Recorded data
───

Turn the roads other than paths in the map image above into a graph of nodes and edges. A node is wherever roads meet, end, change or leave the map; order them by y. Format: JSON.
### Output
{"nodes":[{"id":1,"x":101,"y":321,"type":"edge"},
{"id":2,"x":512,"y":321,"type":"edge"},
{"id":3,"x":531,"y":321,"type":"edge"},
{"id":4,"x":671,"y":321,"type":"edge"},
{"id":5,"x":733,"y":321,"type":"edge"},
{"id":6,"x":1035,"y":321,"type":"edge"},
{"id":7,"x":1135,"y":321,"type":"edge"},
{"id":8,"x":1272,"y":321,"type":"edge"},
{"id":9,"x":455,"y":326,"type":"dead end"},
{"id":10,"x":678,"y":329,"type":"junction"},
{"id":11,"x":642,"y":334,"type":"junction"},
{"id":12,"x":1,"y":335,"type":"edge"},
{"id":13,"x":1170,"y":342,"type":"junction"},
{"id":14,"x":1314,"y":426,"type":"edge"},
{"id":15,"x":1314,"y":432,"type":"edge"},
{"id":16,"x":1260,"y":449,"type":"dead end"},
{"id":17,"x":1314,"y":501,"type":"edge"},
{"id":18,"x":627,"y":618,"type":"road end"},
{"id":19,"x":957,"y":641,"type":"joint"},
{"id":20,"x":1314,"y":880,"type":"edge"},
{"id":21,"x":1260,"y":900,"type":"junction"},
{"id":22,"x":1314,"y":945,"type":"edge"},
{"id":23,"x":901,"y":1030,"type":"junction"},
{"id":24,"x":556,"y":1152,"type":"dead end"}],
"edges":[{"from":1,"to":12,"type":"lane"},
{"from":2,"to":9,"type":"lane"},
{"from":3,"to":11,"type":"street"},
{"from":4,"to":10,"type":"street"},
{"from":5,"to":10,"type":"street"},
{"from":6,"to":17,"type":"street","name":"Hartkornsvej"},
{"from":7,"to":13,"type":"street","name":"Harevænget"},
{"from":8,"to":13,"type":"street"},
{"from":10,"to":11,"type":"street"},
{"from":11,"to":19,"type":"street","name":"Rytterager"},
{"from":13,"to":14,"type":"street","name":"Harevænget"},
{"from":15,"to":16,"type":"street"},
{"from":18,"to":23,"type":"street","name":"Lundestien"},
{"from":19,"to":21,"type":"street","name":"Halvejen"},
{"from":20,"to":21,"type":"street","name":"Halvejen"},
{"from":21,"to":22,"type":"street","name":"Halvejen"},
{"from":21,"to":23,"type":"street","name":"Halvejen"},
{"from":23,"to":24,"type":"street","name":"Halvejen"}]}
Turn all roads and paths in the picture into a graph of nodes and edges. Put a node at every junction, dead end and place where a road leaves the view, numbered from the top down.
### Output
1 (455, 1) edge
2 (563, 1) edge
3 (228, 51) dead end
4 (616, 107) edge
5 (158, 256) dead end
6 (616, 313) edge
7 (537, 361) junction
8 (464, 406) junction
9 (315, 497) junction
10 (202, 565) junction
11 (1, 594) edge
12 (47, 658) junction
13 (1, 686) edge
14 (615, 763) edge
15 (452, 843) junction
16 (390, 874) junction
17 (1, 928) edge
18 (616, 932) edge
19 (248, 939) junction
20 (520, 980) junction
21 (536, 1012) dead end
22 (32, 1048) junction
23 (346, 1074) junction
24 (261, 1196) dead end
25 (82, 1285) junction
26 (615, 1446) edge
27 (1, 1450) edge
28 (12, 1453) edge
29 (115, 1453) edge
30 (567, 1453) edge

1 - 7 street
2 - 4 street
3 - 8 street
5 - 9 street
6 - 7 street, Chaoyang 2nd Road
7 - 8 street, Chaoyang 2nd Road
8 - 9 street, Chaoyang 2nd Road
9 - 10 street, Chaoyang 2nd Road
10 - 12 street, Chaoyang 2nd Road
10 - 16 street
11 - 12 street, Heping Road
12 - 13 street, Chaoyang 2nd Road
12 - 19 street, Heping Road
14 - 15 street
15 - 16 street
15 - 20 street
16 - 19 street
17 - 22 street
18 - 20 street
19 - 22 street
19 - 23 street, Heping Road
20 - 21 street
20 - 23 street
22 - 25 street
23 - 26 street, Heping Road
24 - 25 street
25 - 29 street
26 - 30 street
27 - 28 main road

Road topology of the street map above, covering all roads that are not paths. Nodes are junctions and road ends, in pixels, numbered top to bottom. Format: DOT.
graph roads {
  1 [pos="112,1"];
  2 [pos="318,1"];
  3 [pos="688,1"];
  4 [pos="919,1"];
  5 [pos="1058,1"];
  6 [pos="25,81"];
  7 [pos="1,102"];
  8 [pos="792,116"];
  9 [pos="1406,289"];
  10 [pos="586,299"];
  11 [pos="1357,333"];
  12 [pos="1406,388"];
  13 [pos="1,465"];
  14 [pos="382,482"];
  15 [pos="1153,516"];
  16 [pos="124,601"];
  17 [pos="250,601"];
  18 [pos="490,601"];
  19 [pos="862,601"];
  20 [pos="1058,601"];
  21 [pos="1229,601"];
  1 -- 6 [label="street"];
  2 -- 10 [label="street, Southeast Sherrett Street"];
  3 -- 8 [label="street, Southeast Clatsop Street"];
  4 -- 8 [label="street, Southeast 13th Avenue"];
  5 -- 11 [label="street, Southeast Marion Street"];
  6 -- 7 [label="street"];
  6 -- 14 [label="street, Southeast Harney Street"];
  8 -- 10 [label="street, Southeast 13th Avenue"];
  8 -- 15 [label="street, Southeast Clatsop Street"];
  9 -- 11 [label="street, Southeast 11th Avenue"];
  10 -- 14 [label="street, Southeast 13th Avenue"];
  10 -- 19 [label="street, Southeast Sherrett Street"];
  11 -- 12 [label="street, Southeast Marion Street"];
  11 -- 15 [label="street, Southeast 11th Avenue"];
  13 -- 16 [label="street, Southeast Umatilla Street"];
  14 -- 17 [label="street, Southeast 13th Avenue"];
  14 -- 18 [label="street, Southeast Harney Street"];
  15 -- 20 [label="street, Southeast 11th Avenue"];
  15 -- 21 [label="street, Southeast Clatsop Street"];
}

───

Problem to work on: Write every record out again, letter for letter.

Solution below:
Turn the roads other than paths in the map image above into a graph of nodes and edges. A node is wherever roads meet, end, change or leave the map; order them by y. Format: JSON.
### Output
{"nodes":[{"id":1,"x":101,"y":321,"type":"edge"},
{"id":2,"x":512,"y":321,"type":"edge"},
{"id":3,"x":531,"y":321,"type":"edge"},
{"id":4,"x":671,"y":321,"type":"edge"},
{"id":5,"x":733,"y":321,"type":"edge"},
{"id":6,"x":1035,"y":321,"type":"edge"},
{"id":7,"x":1135,"y":321,"type":"edge"},
{"id":8,"x":1272,"y":321,"type":"edge"},
{"id":9,"x":455,"y":326,"type":"dead end"},
{"id":10,"x":678,"y":329,"type":"junction"},
{"id":11,"x":642,"y":334,"type":"junction"},
{"id":12,"x":1,"y":335,"type":"edge"},
{"id":13,"x":1170,"y":342,"type":"junction"},
{"id":14,"x":1314,"y":426,"type":"edge"},
{"id":15,"x":1314,"y":432,"type":"edge"},
{"id":16,"x":1260,"y":449,"type":"dead end"},
{"id":17,"x":1314,"y":501,"type":"edge"},
{"id":18,"x":627,"y":618,"type":"road end"},
{"id":19,"x":957,"y":641,"type":"joint"},
{"id":20,"x":1314,"y":880,"type":"edge"},
{"id":21,"x":1260,"y":900,"type":"junction"},
{"id":22,"x":1314,"y":945,"type":"edge"},
{"id":23,"x":901,"y":1030,"type":"junction"},
{"id":24,"x":556,"y":1152,"type":"dead end"}],
"edges":[{"from":1,"to":12,"type":"lane"},
{"from":2,"to":9,"type":"lane"},
{"from":3,"to":11,"type":"street"},
{"from":4,"to":10,"type":"street"},
{"from":5,"to":10,"type":"street"},
{"from":6,"to":17,"type":"street","name":"Hartkornsvej"},
{"from":7,"to":13,"type":"street","name":"Harevænget"},
{"from":8,"to":13,"type":"street"},
{"from":10,"to":11,"type":"street"},
{"from":11,"to":19,"type":"street","name":"Rytterager"},
{"from":13,"to":14,"type":"street","name":"Harevænget"},
{"from":15,"to":16,"type":"street"},
{"from":18,"to":23,"type":"street","name":"Lundestien"},
{"from":19,"to":21,"type":"street","name":"Halvejen"},
{"from":20,"to":21,"type":"street","name":"Halvejen"},
{"from":21,"to":22,"type":"street","name":"Halvejen"},
{"from":21,"to":23,"type":"street","name":"Halvejen"},
{"from":23,"to":24,"type":"street","name":"Halvejen"}]}
Turn all roads and paths in the picture into a graph of nodes and edges. Put a node at every junction, dead end and place where a road leaves the view, numbered from the top down.
### Output
1 (455, 1) edge
2 (563, 1) edge
3 (228, 51) dead end
4 (616, 107) edge
5 (158, 256) dead end
6 (616, 313) edge
7 (537, 361) junction
8 (464, 406) junction
9 (315, 497) junction
10 (202, 565) junction
11 (1, 594) edge
12 (47, 658) junction
13 (1, 686) edge
14 (615, 763) edge
15 (452, 843) junction
16 (390, 874) junction
17 (1, 928) edge
18 (616, 932) edge
19 (248, 939) junction
20 (520, 980) junction
21 (536, 1012) dead end
22 (32, 1048) junction
23 (346, 1074) junction
24 (261, 1196) dead end
25 (82, 1285) junction
26 (615, 1446) edge
27 (1, 1450) edge
28 (12, 1453) edge
29 (115, 1453) edge
30 (567, 1453) edge

1 - 7 street
2 - 4 street
3 - 8 street
5 - 9 street
6 - 7 street, Chaoyang 2nd Road
7 - 8 street, Chaoyang 2nd Road
8 - 9 street, Chaoyang 2nd Road
9 - 10 street, Chaoyang 2nd Road
10 - 12 street, Chaoyang 2nd Road
10 - 16 street
11 - 12 street, Heping Road
12 - 13 street, Chaoyang 2nd Road
12 - 19 street, Heping Road
14 - 15 street
15 - 16 street
15 - 20 street
16 - 19 street
17 - 22 street
18 - 20 street
19 - 22 street
19 - 23 street, Heping Road
20 - 21 street
20 - 23 street
22 - 25 street
23 - 26 street, Heping Road
24 - 25 street
25 - 29 street
26 - 30 street
27 - 28 main road

Road topology of the street map above, covering all roads that are not paths. Nodes are junctions and road ends, in pixels, numbered top to bottom. Format: DOT.
graph roads {
  1 [pos="112,1"];
  2 [pos="318,1"];
  3 [pos="688,1"];
  4 [pos="919,1"];
  5 [pos="1058,1"];
  6 [pos="25,81"];
  7 [pos="1,102"];
  8 [pos="792,116"];
  9 [pos="1406,289"];
  10 [pos="586,299"];
  11 [pos="1357,333"];
  12 [pos="1406,388"];
  13 [pos="1,465"];
  14 [pos="382,482"];
  15 [pos="1153,516"];
  16 [pos="124,601"];
  17 [pos="250,601"];
  18 [pos="490,601"];
  19 [pos="862,601"];
  20 [pos="1058,601"];
  21 [pos="1229,601"];
  1 -- 6 [label="street"];
  2 -- 10 [label="street, Southeast Sherrett Street"];
  3 -- 8 [label="street, Southeast Clatsop Street"];
  4 -- 8 [label="street, Southeast 13th Avenue"];
  5 -- 11 [label="street, Southeast Marion Street"];
  6 -- 7 [label="street"];
  6 -- 14 [label="street, Southeast Harney Street"];
  8 -- 10 [label="street, Southeast 13th Avenue"];
  8 -- 15 [label="street, Southeast Clatsop Street"];
  9 -- 11 [label="street, Southeast 11th Avenue"];
  10 -- 14 [label="street, Southeast 13th Avenue"];
  10 -- 19 [label="street, Southeast Sherrett Street"];
  11 -- 12 [label="street, Southeast Marion Street"];
  11 -- 15 [label="street, Southeast 11th Avenue"];
  13 -- 16 [label="street, Southeast Umatilla Street"];
  14 -- 17 [label="street, Southeast 13th Avenue"];
  14 -- 18 [label="street, Southeast Harney Street"];
  15 -- 20 [label="street, Southeast 11th Avenue"];
  15 -- 21 [label="street, Southeast Clatsop Street"];
}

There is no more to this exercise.